Les avantages : simplicité, travail collaboratif et faible coût

Enfin, l'aspect économique pourrait convaincre certaines entreprises, notamment celles qui sont lasses de la politique de licences de Microsoft. En l'occurrence, Google Apps, lancé en février dernier, est gratuit pour les universités ou entreprises n'exigeant pas d'engagements de services. "Pour un coût de 38 euros par an et par utilisateur, nous garantissons un taux de disponibilité de 99,99 %", déclare Laurent Lasserre (photo), directeur commercial de Google Enterprise France.

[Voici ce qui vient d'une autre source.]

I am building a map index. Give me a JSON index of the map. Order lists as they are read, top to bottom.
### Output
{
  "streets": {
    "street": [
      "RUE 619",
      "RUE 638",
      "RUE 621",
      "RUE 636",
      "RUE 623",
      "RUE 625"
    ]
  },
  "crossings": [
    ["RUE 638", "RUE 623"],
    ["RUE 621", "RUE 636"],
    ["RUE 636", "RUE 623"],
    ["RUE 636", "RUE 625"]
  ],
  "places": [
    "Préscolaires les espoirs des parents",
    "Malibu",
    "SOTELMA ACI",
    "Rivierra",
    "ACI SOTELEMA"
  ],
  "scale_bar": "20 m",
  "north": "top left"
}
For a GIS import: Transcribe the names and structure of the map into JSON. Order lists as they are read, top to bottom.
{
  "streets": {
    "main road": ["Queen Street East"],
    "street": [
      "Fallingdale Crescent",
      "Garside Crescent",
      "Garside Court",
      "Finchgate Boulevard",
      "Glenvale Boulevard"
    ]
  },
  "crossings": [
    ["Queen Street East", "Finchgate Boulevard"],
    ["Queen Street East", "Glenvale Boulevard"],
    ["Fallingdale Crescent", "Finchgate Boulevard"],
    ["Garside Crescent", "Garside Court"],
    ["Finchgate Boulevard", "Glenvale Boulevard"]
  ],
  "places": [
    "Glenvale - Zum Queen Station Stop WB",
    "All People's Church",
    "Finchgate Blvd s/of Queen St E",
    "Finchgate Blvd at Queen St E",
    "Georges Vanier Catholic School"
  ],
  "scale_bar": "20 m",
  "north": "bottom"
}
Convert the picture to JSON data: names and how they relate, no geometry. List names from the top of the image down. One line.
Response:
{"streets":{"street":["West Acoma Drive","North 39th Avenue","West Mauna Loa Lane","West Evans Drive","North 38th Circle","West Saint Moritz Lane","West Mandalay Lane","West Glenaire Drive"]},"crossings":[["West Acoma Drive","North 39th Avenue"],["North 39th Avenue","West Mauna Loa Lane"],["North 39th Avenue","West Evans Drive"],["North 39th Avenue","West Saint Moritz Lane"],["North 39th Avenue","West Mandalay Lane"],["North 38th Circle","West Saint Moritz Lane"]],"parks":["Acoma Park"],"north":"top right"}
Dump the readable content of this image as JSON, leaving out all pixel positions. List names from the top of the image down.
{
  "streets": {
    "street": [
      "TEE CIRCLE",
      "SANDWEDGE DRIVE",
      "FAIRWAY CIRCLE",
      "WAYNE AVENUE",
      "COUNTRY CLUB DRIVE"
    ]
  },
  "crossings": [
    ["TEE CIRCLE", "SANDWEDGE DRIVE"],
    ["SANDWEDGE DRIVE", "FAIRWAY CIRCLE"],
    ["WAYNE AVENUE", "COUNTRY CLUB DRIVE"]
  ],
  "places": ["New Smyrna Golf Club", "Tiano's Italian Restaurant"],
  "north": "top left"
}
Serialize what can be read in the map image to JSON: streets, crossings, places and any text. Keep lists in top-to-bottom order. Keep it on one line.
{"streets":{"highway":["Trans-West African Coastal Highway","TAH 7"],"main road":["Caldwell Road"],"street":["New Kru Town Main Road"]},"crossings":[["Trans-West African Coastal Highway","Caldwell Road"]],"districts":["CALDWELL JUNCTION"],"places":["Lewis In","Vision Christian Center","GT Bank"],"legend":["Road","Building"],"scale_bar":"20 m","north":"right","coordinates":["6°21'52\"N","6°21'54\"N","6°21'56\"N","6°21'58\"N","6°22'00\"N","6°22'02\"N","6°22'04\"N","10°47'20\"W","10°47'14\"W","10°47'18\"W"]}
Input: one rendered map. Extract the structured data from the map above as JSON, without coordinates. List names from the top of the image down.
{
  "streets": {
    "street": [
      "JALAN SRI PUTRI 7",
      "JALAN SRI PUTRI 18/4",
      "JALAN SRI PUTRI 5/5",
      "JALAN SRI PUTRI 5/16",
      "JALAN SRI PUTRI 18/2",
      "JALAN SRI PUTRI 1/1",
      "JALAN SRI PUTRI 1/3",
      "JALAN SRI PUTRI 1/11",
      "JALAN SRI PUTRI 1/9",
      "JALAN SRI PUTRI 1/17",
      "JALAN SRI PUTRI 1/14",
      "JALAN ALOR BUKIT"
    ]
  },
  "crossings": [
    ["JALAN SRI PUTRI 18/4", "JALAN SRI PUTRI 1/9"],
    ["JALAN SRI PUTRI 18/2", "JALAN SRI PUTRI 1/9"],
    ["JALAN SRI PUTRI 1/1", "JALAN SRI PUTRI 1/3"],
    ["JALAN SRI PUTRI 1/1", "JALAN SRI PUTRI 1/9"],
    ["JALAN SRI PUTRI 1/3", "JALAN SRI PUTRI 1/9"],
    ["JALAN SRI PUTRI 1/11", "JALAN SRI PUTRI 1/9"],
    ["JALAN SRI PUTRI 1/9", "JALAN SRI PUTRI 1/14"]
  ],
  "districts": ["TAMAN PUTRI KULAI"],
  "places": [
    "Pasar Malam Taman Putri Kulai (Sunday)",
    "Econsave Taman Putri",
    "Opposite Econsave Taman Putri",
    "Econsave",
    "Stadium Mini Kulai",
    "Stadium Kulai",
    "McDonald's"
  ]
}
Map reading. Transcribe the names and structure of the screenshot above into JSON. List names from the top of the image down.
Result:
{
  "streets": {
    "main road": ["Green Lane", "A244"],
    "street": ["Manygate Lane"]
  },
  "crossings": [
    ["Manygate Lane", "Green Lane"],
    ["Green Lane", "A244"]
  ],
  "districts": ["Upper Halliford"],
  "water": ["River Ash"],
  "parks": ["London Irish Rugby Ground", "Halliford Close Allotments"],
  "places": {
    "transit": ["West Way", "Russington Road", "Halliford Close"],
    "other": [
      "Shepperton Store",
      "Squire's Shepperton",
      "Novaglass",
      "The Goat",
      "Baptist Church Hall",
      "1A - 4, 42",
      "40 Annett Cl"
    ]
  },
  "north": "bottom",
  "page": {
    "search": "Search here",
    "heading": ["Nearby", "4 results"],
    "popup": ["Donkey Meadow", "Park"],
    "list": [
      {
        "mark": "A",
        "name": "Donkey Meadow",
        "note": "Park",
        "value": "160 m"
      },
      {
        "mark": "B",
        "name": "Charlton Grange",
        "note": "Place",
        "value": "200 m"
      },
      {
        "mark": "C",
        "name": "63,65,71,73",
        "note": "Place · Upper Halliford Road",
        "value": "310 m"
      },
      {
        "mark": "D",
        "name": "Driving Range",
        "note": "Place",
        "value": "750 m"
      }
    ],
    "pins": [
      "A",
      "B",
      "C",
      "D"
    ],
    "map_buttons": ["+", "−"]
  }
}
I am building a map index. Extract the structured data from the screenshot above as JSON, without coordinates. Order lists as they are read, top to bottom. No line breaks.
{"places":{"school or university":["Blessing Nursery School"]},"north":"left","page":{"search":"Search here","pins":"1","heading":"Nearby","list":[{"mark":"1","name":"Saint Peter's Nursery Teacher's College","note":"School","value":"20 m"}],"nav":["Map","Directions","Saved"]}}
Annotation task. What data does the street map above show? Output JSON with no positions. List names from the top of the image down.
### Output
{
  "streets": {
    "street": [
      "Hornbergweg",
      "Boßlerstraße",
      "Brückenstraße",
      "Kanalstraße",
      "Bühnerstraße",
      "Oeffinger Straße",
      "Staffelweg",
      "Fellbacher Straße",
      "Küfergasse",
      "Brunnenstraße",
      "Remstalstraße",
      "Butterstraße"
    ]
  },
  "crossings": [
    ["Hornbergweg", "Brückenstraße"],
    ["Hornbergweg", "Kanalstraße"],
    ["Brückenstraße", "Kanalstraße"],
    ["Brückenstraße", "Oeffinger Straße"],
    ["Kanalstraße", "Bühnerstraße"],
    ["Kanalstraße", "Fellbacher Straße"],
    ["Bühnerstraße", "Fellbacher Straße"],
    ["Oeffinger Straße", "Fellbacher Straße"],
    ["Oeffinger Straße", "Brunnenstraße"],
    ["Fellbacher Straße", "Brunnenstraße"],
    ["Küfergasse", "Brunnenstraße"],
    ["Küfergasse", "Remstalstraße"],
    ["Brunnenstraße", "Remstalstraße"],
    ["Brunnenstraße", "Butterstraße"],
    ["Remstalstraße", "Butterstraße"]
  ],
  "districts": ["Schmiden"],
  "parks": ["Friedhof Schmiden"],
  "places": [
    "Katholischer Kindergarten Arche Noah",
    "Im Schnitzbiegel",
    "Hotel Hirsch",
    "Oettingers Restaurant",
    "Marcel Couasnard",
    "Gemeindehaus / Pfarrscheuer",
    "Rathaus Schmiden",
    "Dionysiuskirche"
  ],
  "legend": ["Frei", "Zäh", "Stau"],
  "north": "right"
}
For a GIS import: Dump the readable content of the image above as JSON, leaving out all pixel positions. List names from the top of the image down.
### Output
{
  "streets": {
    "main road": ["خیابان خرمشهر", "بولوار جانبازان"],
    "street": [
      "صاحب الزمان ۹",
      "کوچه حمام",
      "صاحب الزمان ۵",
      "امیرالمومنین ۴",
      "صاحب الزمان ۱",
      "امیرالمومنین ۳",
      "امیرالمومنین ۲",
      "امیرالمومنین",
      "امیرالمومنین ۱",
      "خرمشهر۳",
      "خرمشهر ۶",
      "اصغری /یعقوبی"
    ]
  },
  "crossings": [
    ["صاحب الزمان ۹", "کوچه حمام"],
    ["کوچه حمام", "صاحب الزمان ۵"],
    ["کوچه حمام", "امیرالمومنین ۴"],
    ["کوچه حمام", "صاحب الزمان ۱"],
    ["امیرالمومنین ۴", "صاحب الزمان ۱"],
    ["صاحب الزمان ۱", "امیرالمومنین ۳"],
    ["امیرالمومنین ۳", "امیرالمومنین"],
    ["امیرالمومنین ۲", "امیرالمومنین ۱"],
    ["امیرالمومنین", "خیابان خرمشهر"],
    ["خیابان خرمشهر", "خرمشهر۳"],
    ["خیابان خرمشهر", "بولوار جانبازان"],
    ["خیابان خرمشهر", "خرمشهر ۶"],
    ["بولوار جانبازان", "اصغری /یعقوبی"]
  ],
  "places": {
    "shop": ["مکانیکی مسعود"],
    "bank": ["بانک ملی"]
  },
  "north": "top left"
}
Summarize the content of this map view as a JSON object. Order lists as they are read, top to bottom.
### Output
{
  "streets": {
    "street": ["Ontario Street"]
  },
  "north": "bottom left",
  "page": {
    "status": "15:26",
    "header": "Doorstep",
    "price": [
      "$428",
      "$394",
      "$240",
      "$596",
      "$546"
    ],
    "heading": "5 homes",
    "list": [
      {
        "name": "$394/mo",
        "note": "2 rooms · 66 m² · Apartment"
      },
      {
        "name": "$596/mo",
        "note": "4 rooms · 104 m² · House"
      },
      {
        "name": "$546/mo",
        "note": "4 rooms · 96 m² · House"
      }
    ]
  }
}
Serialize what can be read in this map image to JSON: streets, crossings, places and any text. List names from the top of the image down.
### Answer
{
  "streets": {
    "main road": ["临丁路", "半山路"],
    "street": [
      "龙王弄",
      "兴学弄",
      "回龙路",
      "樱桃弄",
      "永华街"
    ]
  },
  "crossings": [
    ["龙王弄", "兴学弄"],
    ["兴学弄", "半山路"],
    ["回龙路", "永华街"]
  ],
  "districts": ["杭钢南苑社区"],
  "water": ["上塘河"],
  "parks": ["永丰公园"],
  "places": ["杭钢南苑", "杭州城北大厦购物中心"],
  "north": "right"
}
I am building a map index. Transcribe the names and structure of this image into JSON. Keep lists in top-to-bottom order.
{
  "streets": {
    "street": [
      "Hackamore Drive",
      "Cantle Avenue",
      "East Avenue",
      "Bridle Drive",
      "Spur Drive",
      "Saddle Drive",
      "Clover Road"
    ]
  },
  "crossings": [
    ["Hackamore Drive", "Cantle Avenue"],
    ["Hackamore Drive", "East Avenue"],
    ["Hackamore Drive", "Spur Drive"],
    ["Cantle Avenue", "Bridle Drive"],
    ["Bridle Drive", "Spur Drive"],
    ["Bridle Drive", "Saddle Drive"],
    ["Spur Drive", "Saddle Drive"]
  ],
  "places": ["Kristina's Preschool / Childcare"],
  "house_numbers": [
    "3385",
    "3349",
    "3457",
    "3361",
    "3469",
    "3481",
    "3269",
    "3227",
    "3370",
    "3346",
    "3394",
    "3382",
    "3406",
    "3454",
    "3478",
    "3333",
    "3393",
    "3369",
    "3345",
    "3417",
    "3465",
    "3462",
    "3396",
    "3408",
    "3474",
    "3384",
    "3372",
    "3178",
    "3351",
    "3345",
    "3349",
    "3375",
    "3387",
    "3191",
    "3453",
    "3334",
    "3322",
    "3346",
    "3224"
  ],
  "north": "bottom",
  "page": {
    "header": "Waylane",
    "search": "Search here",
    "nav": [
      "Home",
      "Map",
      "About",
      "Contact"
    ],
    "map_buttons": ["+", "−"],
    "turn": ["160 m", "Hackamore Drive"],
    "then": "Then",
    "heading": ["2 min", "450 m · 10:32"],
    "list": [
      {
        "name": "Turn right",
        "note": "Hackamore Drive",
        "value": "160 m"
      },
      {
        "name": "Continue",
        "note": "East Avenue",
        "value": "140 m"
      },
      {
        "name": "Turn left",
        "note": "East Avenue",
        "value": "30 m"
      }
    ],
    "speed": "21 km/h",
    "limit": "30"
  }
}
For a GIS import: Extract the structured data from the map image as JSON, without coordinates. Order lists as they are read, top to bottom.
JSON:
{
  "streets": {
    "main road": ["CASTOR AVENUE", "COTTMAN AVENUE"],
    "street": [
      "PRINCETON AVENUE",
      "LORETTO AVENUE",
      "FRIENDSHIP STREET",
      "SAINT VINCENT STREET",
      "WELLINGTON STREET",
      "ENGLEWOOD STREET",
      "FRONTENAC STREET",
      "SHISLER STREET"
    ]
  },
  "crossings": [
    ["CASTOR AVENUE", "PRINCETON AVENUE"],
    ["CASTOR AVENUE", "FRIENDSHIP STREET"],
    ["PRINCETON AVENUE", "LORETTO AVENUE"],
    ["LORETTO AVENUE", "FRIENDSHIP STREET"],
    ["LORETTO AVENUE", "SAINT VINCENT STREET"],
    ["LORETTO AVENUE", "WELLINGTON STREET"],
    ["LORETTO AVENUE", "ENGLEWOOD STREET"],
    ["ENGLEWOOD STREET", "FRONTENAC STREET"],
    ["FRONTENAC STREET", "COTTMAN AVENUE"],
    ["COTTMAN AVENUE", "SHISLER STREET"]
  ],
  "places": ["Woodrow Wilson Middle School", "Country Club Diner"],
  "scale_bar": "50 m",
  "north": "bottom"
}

Pour ce prix, Google met à disposition un kit de développement permettant de réaliser des interfaces avec les applications internes, ainsi qu'une console dédiée à l'administration des utilisateurs, que l'on peut coupler à un annuaire LDAP. Selon Louis Naugès, Google Apps serait globalement dix à vingt fois moins cher que Microsoft Office. Il resterait en outre plus économique qu'Open Office, certes gratuit mais qui génère les habituels coûts de déploiement et d'administration de toute application cliente.

Les freins : mode déconnecté et confidentialité des données

Au chapitre des inconvénients, outre la légèreté synonyme de fonctionnalités limitées, deux problèmes handicaperont ces offres. Tout d'abord, il s'agit du mode déconnecté, qui n'est pour l'instant pas supporté. "Ce n'est pas très grave car il devient possible de se connecter pratiquement de n'importe où. D'autre part, La version 3 de Firefox, attendue pour fin 2007, offrira un mode déconnecté", tempère Louis Naugès (photo). Plus inquiétante, la question de la confidentialité suscite des réticences d'ordre culturel qui seront difficiles à surmonter. De futurs contrats de confidentialité entre Google et les premiers grands comptes adoptant sa solution pourraient peut-être changer la donne. La sécurité des données poserait en revanche moins de problème. En effet, Google duplique systématiquement les données sur trois systèmes différents. De plus, il est toujours possible de stocker en local les documents les plus critiques.

Une solution idéale pour la rédaction collaborative

De par le poids de Google et les contrats de services proposés, Google Apps semble l'offre la mieux placée pour séduire les entreprises. Mais ce n'est ni la plus complète ni la plus cohérente. "Les fonctions sont plus limitées que celles de Zoho, excepté pour la gestion des utilisateurs. De plus, les différents modules sont mal intégrés, comme si Google avait cherché à occuper le terrain le plus rapidement possible pour bloquer le marché", estime Miguel Membrado (photo), fondateur de Netcipia. Mais de leur côté, Zoho et ThinkFree ne proposent pas de contrats de services et n'ont même pas francisé leurs offres. En revanche, contrairement à Google, ils les déclinent sous la forme de logiciels payants pour les entreprises désirant déployer le service en interne tout en profitant des avantages d'une architecture centralisée.

En attendant que ces offres parviennent à maturité, il est conseillé de limiter leur déploiement en entreprise. "Tout en gardant les licences Office, on peut commencer à adopter Google Apps pour quelques postes puis migrer très progressivement en utilisant les fonctions d'import/export pour assurer la transition", estime Louis Naugès. Mais on peut également préférer ces services aux suites bureautiques lorsque des personnes d'horizons variés doivent participer à la réalisation de documents. "À l'université Léonard de Vinci, des professeurs et des élèves utilisent Zoho depuis cette année pour réaliser des travaux de rédaction collaborative. C'était bien plus compliqué l'an dernier, lorsque nous devions encore procéder à d'incessants échanges de fichiers", raconte Miguel Membrado, qui donne des cours dans cette établissement.